Andamiajes

No están tan lejos Umberto Eco y Wladyslaw Tatarkiewicz en su concepción de la obra artística. Para el primero “la obra de arte sólo existe en su interpretación, en la apertura de los múltiples significados que pueden tener para el espectador”. Para el segundo, “la belleza no es una cualidad del objeto ni una reacción del sujeto, sino la relación del objeto con el sujeto”. Les compro la idea: como sucede en todas las artes, la Belleza no es algo que está, es algo que se produce, algo que acontece. No hay belleza identificable como un valor en sí mismo; la belleza es una chispa, un arco voltaico que salta entre el espectador y la obra. El arte es en la medida en que se produce. Eso quiere decir que el arte, la belleza, es cosa de dos, del artista-de su obra- y del espectador. Para que salte esa chispa ante los cuadros de May Herman solo se requieren unos instantes de quietud frente a ellos, a ser posible en soledad y en silencio, porque lo que en su génesis pudo ser un grito desgarrado, la artista lo devuelve en forma de susurro meditado, de pasión contenida, velada, profunda.

Los cuadros de May Herman se nutren de su propia biografía, de una intensa experiencia como sicóloga depositaria de todos los dramas que la condición humana es capaz de supurar. Nadie es indemne a nadie; somos lo que en nosotros han dejado los otros, ya sean la felicidad o el infierno sartriano. En cualquier caso, en esa misma condición humana está la necesidad irreprimible de comunicar, de devolver a esos otros la huella que antes nos han dejado.

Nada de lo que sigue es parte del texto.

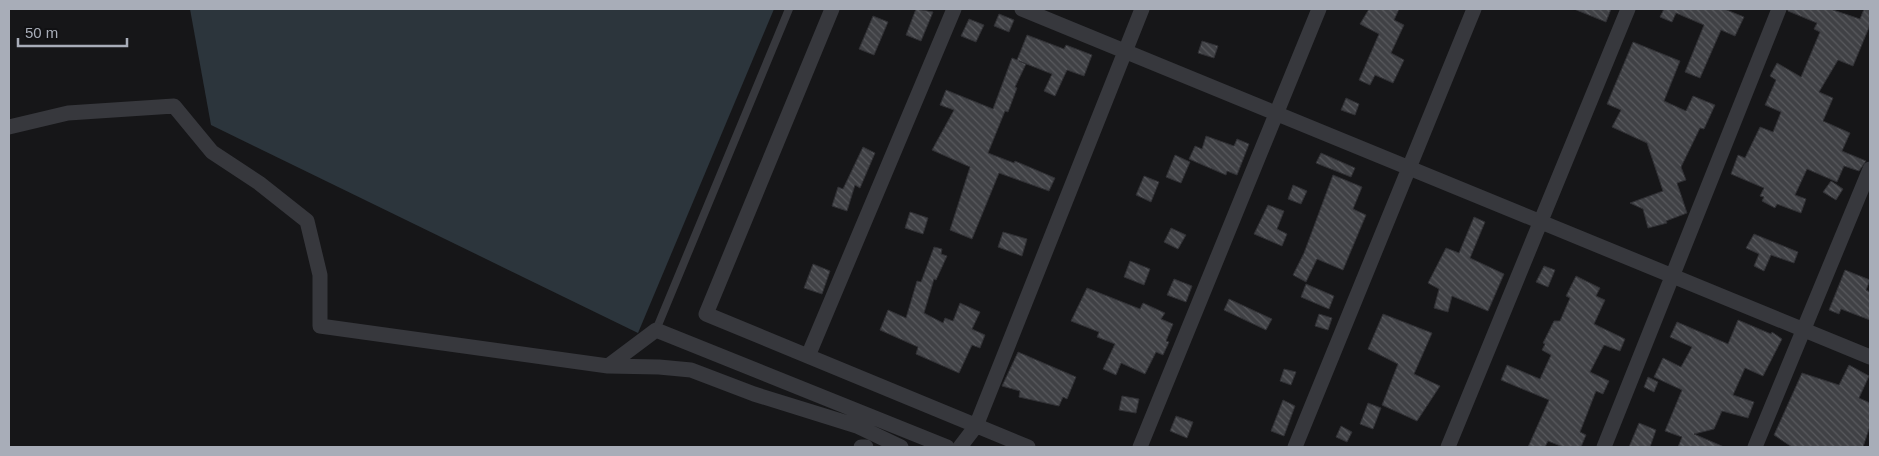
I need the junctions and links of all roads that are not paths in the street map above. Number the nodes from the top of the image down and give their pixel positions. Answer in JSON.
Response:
{"nodes":[{"id":1,"x":789,"y":9,"type":"edge"},
{"id":2,"x":832,"y":9,"type":"edge"},
{"id":3,"x":954,"y":9,"type":"edge"},
{"id":4,"x":1022,"y":9,"type":"edge"},
{"id":5,"x":1142,"y":9,"type":"edge"},
{"id":6,"x":1319,"y":9,"type":"edge"},
{"id":7,"x":1474,"y":9,"type":"edge"},
{"id":8,"x":1628,"y":9,"type":"edge"},
{"id":9,"x":1779,"y":9,"type":"edge"},
{"id":10,"x":1125,"y":51,"type":"junction"},
{"id":11,"x":1275,"y":113,"type":"junction"},
{"id":12,"x":9,"y":127,"type":"edge"},
{"id":13,"x":1409,"y":168,"type":"junction"},
{"id":14,"x":1870,"y":169,"type":"edge"},
{"id":15,"x":1542,"y":222,"type":"junction"},
{"id":16,"x":1674,"y":276,"type":"junction"},
{"id":17,"x":656,"y":330,"type":"junction"},
{"id":18,"x":1803,"y":330,"type":"junction"},
{"id":19,"x":808,"y":356,"type":"junction"},
{"id":20,"x":1870,"y":357,"type":"edge"},
{"id":21,"x":608,"y":366,"type":"junction"},
{"id":22,"x":976,"y":426,"type":"junction"},
{"id":23,"x":861,"y":447,"type":"edge"},
{"id":24,"x":866,"y":447,"type":"edge"},
{"id":25,"x":901,"y":447,"type":"edge"},
{"id":26,"x":947,"y":447,"type":"edge"},
{"id":27,"x":960,"y":447,"type":"edge"},
{"id":28,"x":1028,"y":447,"type":"edge"},
{"id":29,"x":1140,"y":447,"type":"edge"},
{"id":30,"x":1295,"y":447,"type":"edge"},
{"id":31,"x":1448,"y":447,"type":"edge"},
{"id":32,"x":1604,"y":447,"type":"edge"},
{"id":33,"x":1755,"y":447,"type":"edge"}],
"edges":[{"from":1,"to":17,"type":"lane"},
{"from":2,"to":19,"type":"street"},
{"from":3,"to":19,"type":"street"},
{"from":4,"to":10,"type":"street"},
{"from":5,"to":10,"type":"street"},
{"from":6,"to":11,"type":"street"},
{"from":7,"to":13,"type":"street"},
{"from":8,"to":15,"type":"street"},
{"from":9,"to":16,"type":"street"},
{"from":10,"to":11,"type":"street"},
{"from":10,"to":22,"type":"street"},
{"from":11,"to":13,"type":"street"},
{"from":11,"to":29,"type":"street"},
{"from":12,"to":21,"type":"street"},
{"from":13,"to":15,"type":"street"},
{"from":13,"to":30,"type":"street"},
{"from":14,"to":18,"type":"street"},
{"from":15,"to":16,"type":"street"},
{"from":15,"to":31,"type":"street"},
{"from":16,"to":18,"type":"street"},
{"from":16,"to":32,"type":"street"},
{"from":17,"to":21,"type":"street"},
{"from":17,"to":26,"type":"street"},
{"from":18,"to":20,"type":"street"},
{"from":18,"to":33,"type":"street"},
{"from":19,"to":22,"type":"street"},
{"from":21,"to":25,"type":"street"},
{"from":22,"to":27,"type":"street"},
{"from":22,"to":28,"type":"street"},
{"from":23,"to":24,"type":"street"}]}
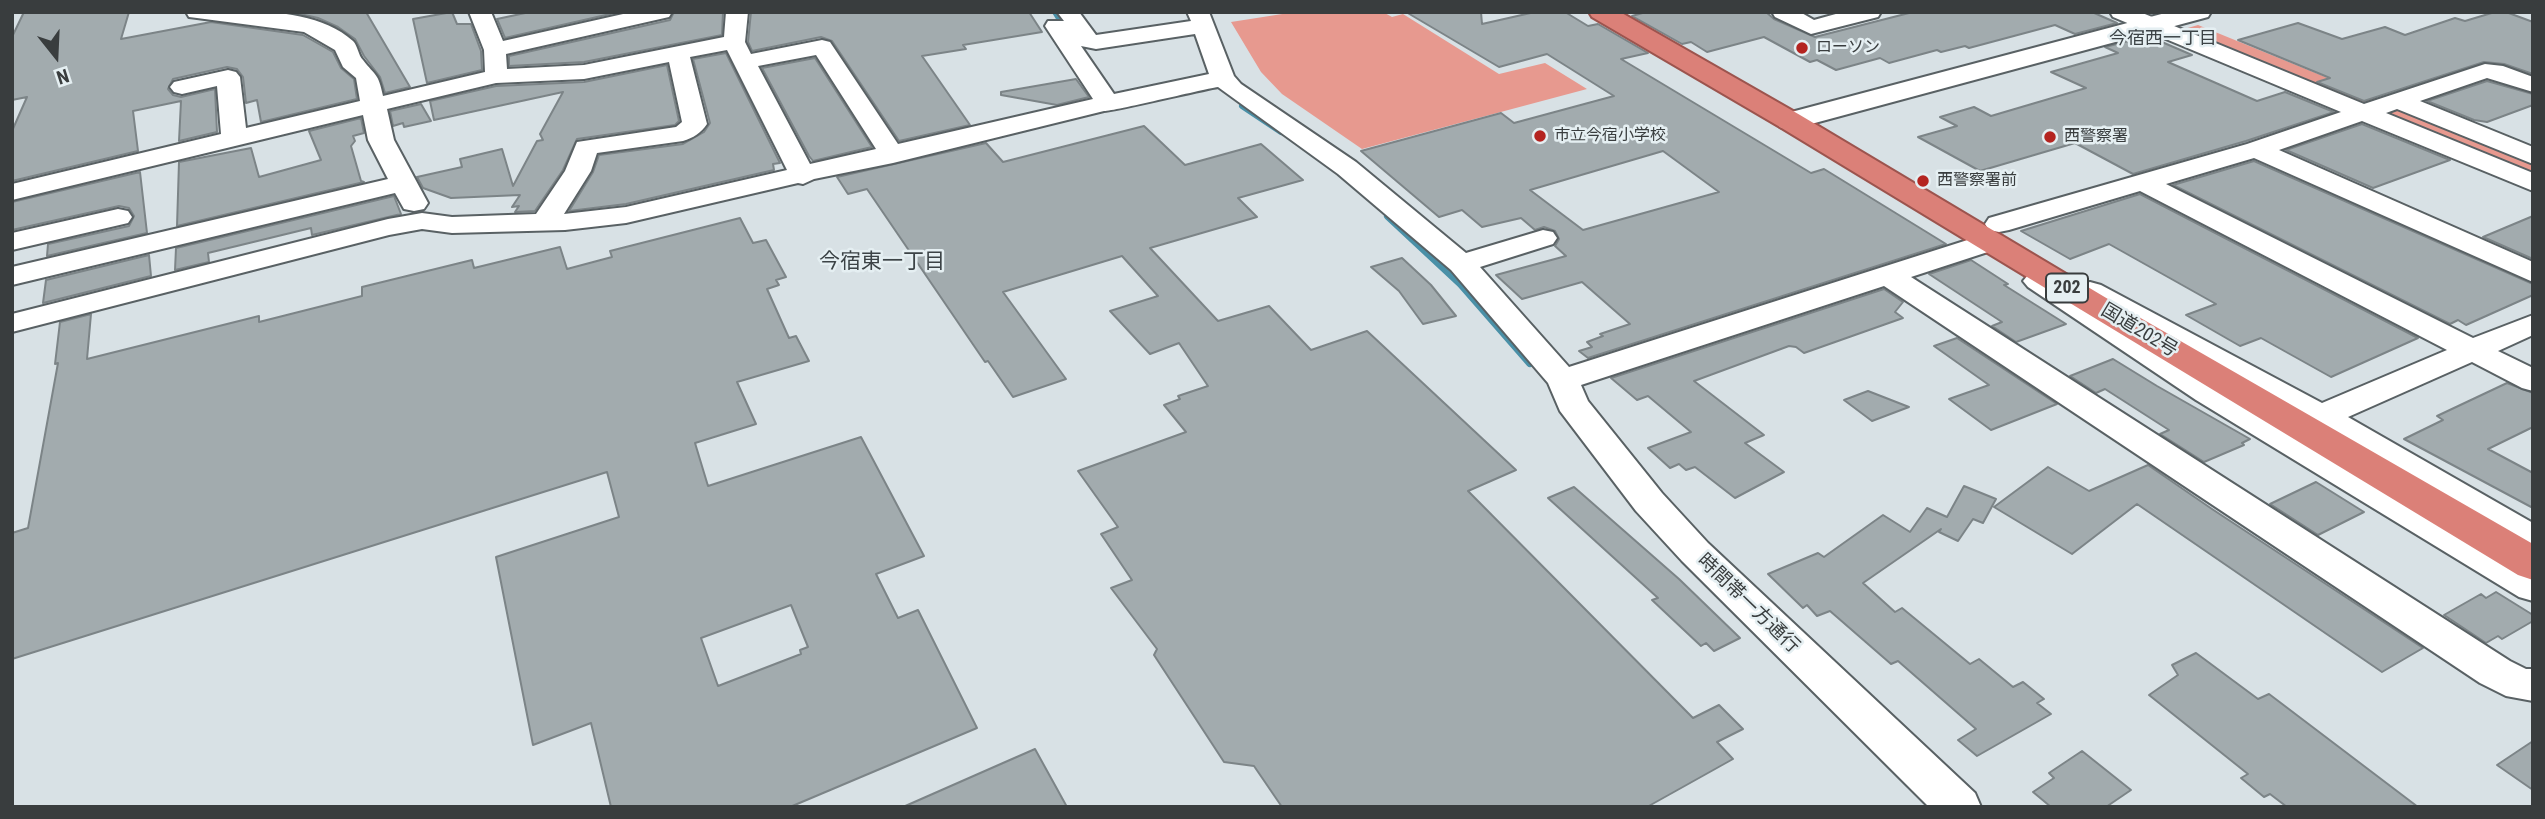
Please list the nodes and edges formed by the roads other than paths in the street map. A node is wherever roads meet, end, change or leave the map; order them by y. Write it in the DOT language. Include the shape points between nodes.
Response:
graph roads {
  1 [pos="197,12"];
  2 [pos="661,12"];
  3 [pos="737,12"];
  4 [pos="1047,12"];
  5 [pos="1068,12"];
  6 [pos="1601,12"];
  7 [pos="1783,12"];
  8 [pos="1870,12"];
  9 [pos="2122,12"];
  10 [pos="2199,12"];
  11 [pos="485,13"];
  12 [pos="1201,19"];
  13 [pos="2151,24"];
  14 [pos="495,50"];
  15 [pos="740,52"];
  16 [pos="678,53"];
  17 [pos="496,76"];
  18 [pos="1223,79"];
  19 [pos="2533,85"];
  20 [pos="182,86"];
  21 [pos="2398,101"];
  22 [pos="1109,104"];
  23 [pos="372,105"];
  24 [pos="2365,112"];
  25 [pos="1790,121"];
  26 [pos="234,138"];
  27 [pos="2256,149"];
  28 [pos="893,155"];
  29 [pos="2533,156"];
  30 [pos="803,176"];
  31 [pos="2140,181"];
  32 [pos="404,183"];
  33 [pos="2533,183"];
  34 [pos="12,192"];
  35 [pos="118,217"];
  36 [pos="422,221"];
  37 [pos="545,222"];
  38 [pos="1995,237"];
  39 [pos="1543,239"];
  40 [pos="12,242"];
  41 [pos="1461,264"];
  42 [pos="2533,273"];
  43 [pos="1888,275"];
  44 [pos="12,276"];
  45 [pos="12,323"];
  46 [pos="2533,324"];
  47 [pos="2472,350"];
  48 [pos="1563,380"];
  49 [pos="2533,381"];
  50 [pos="2320,416"];
  51 [pos="2533,540"];
  52 [pos="2533,564"];
  53 [pos="2533,587"];
  54 [pos="2533,685"];
  55 [pos="1959,807"];
  1 -- 23 [label="street" via="312,27 345,46 351,62 367,76"];
  2 -- 14 [label="street"];
  3 -- 15 [label="street"];
  4 -- 22 [label="street"];
  5 -- 12 [label="street" via="1088,41 1096,42"];
  6 -- 25 [label="highway, 国道202号 / 202"];
  7 -- 8 [label="street" via="1811,27"];
  9 -- 13 [label="street"];
  10 -- 13 [label="street"];
  11 -- 14 [label="street"];
  12 -- 18 [label="street"];
  13 -- 24 [label="street"];
  13 -- 25 [label="street"];
  14 -- 17 [label="street"];
  15 -- 16 [label="street"];
  15 -- 28 [label="street" via="822,47"];
  15 -- 30 [label="street"];
  16 -- 17 [label="street" via="584,72"];
  16 -- 37 [label="street" via="695,124 683,133 586,147 578,171"];
  17 -- 23 [label="street"];
  18 -- 22 [label="street"];
  18 -- 41 [label="street, 時間帯一方通行" via="1347,168"];
  19 -- 21 [label="street" via="2485,71"];
  20 -- 26 [label="street" via="228,77"];
  21 -- 24 [label="street"];
  21 -- 29 [label="street"];
  22 -- 28 [label="street"];
  23 -- 26 [label="street"];
  23 -- 32 [label="street" via="381,140"];
  24 -- 27 [label="street"];
  24 -- 33 [label="street"];
  25 -- 38 [label="highway, 国道202号 / 202"];
  26 -- 34 [label="street"];
  27 -- 31 [label="street"];
  27 -- 42 [label="street"];
  28 -- 30 [label="street"];
  30 -- 37 [label="street" via="626,215"];
  31 -- 38 [label="street"];
  31 -- 47 [label="street"];
  32 -- 36 [label="street"];
  32 -- 44 [label="street"];
  35 -- 40 [label="street"];
  36 -- 37 [label="street" via="452,225"];
  36 -- 45 [label="street"];
  38 -- 43 [label="street"];
  38 -- 50 [label="street"];
  38 -- 52 [label="highway, 国道202号 / 202"];
  38 -- 53 [label="street" via="2042,285 2208,393"];
  39 -- 41 [label="street"];
  41 -- 48 [label="street, 時間帯一方通行"];
  43 -- 48 [label="street"];
  43 -- 54 [label="street" via="2495,672 2522,685"];
  46 -- 47 [label="street"];
  47 -- 49 [label="street"];
  47 -- 50 [label="street"];
  48 -- 55 [label="street, 時間帯一方通行" via="1572,404 1695,552"];
  50 -- 51 [label="street"];
}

May Herman sublima en sus cuadros la experiencia de múltiples memorias ajenas pero tomando distancias con ellas, no tanto como una catarsis liberadora (una especie de “descolonización interior”),  sino como la forma de traducirla en una expresión que pueda ser transmitida universalmente, como exigía Tolstoi de la obra artística. 

Para transmitir esas emociones, recurre May de una manera hermosísima a las veladuras, a las transparencias que llevan a profundidades más lejos del propio cuadro, bien hacia el interior en cavidades misteriosas o desbordando sus límites, invitando a que el espectador imagine el efecto de su onda expansiva. Es una obra abierta- de nuevo Umberto Eco- en la medida en que las ondas, los círculos, los filamentos… sugieren universos microscópicos, fragmentos de la naturaleza, obsesiones del espíritu, y, en definitiva, esos mundos que están todos en éste y que serían mágicos, si eligiéramos bien el encuadre con el que los observamos. Mundos que fluyen y a la vez impenetrables, esa contradicción antigua que ha estimulado la curiosidad del ser humano, la constante búsqueda del saber, con las herramientas del sentimiento y la razón, que May Herman entrelaza en sus cuadros con una sutileza que me atrevería a calificar de oriental.

Hoy día los medios técnicos nos han enseñado a ver el mundo desde puntos de vista insólitos: podemos ver la misteriosa belleza que encierra lo infinitamente pequeño, lo infinitamente profundo del mar, lo infinitamente lejano del cielo. May Herman nos hace ver, en unos cuadros cuya composición y color parecen rehuir la voluntad de artificio (estando, por el contrario, primorosamente elaborados),  que lo infinitamente insondable del espíritu humano pertenece al mismo campo en el que la naturaleza esconde sus misterios, como hijos que somos de ella, como sus cómplices, como sus prisioneros. La filosofía zen enseña que el universo entero es una manifestación de la mente. Sí, decididamente en los cuadros de May Herman late una pulsión oriental.